[Stored items]
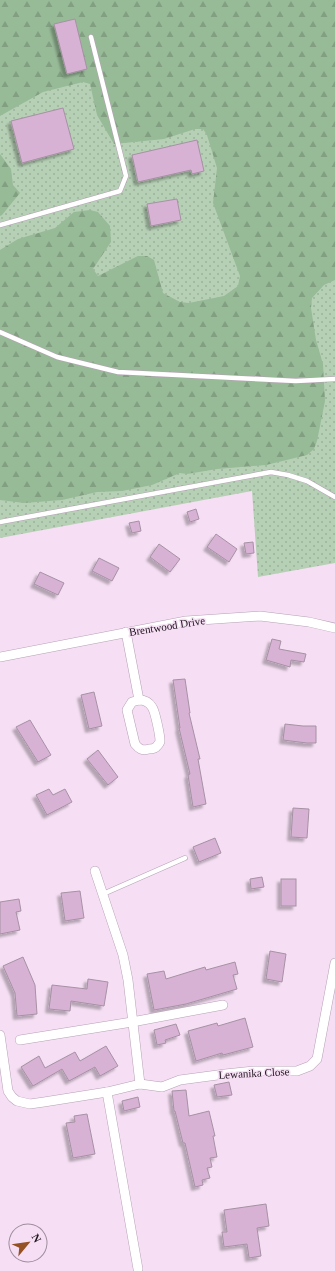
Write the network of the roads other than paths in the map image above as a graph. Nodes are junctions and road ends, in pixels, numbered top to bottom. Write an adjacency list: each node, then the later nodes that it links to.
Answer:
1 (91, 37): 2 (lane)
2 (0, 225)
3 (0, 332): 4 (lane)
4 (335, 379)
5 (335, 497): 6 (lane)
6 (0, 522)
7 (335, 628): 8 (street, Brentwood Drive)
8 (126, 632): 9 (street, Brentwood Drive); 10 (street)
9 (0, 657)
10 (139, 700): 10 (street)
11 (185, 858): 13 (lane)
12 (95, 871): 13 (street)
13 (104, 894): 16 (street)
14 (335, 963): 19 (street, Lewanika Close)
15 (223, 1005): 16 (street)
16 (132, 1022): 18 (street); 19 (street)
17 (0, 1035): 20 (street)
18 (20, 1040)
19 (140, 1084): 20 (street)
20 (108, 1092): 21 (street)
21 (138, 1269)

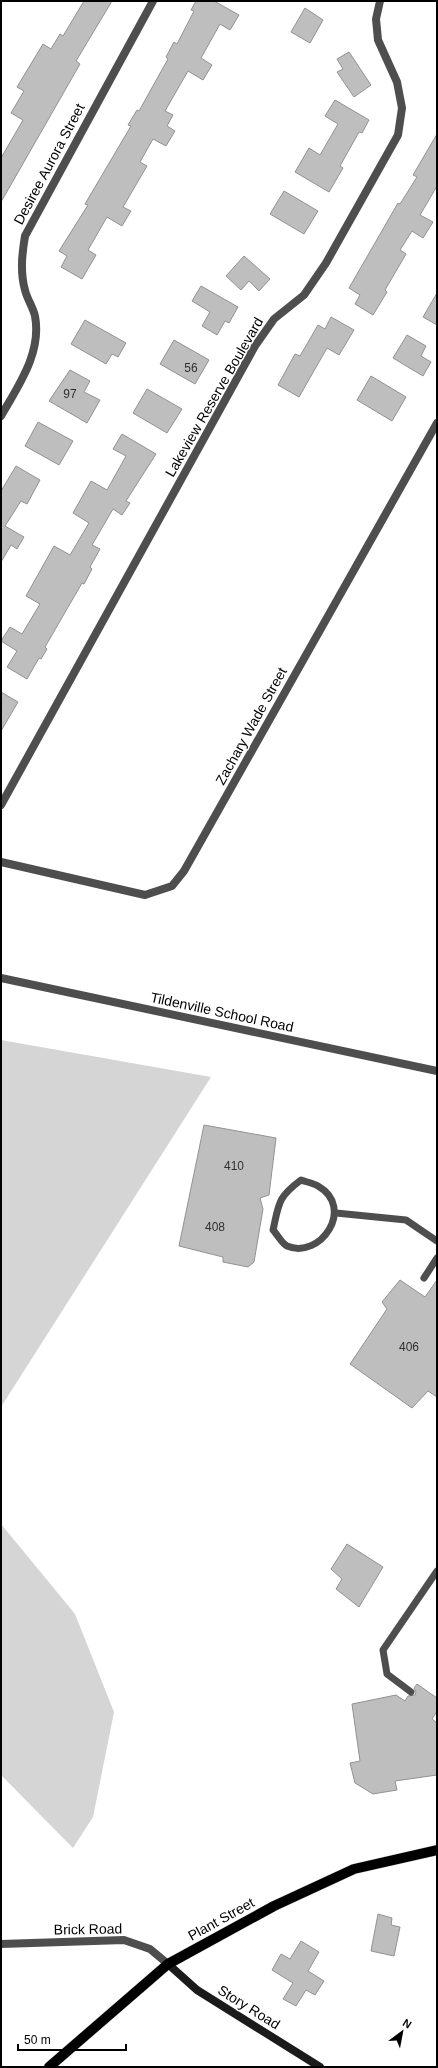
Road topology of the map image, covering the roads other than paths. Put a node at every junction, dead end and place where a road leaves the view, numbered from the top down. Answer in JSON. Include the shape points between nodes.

--

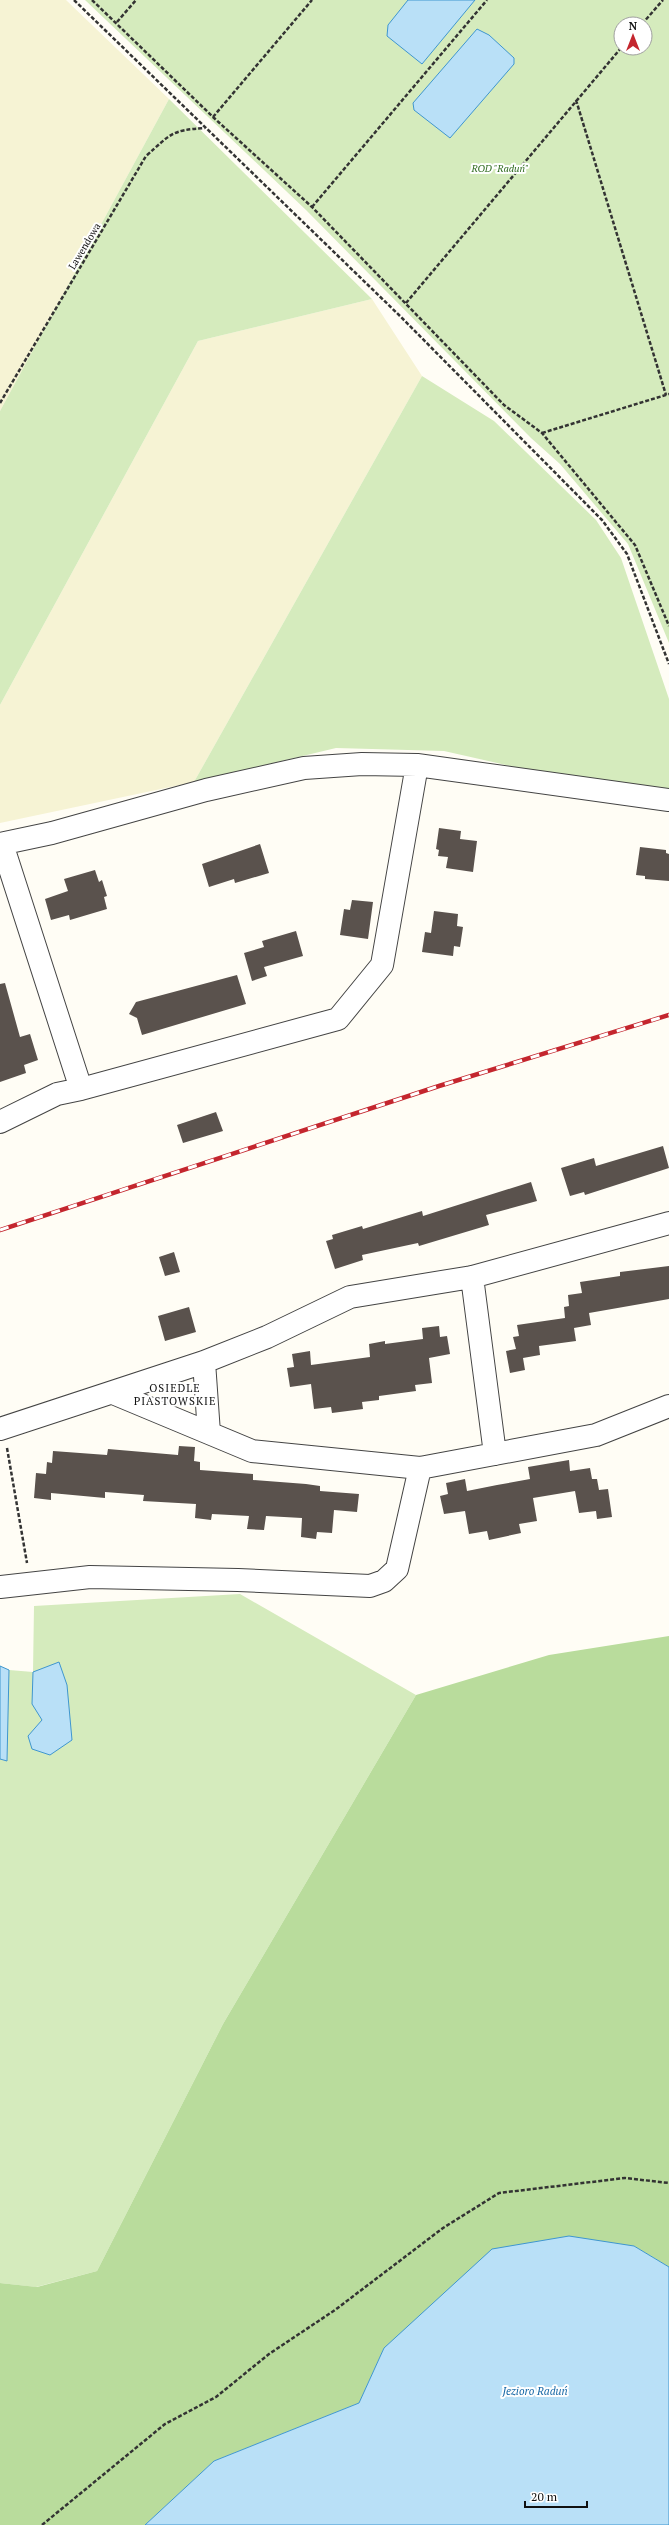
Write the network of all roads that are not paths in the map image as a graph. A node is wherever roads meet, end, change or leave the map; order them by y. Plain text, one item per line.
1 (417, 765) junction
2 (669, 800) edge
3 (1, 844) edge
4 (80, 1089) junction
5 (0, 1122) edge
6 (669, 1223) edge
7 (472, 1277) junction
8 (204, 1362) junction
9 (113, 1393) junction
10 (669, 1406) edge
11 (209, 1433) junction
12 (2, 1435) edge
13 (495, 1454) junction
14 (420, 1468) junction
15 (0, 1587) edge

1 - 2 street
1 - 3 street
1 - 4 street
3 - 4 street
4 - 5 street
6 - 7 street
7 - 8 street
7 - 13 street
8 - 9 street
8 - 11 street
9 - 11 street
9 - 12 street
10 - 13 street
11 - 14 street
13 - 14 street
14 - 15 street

▶ _WHAT YOU SHOULD DO_: Please return all lines above in which the string "than" is found.

▶ _WORKED SOLUTION_:
Write the network of the roads other than paths in the map image above as a graph. Nodes are junctions and road ends, in pixels, numbered top to bottom. Write an adjacency list: each node, then the later nodes that it links to.
Road topology of the map image, covering the roads other than paths. Put a node at every junction, dead end and place where a road leaves the view, numbered from the top down. Answer in JSON. Include the shape points between nodes.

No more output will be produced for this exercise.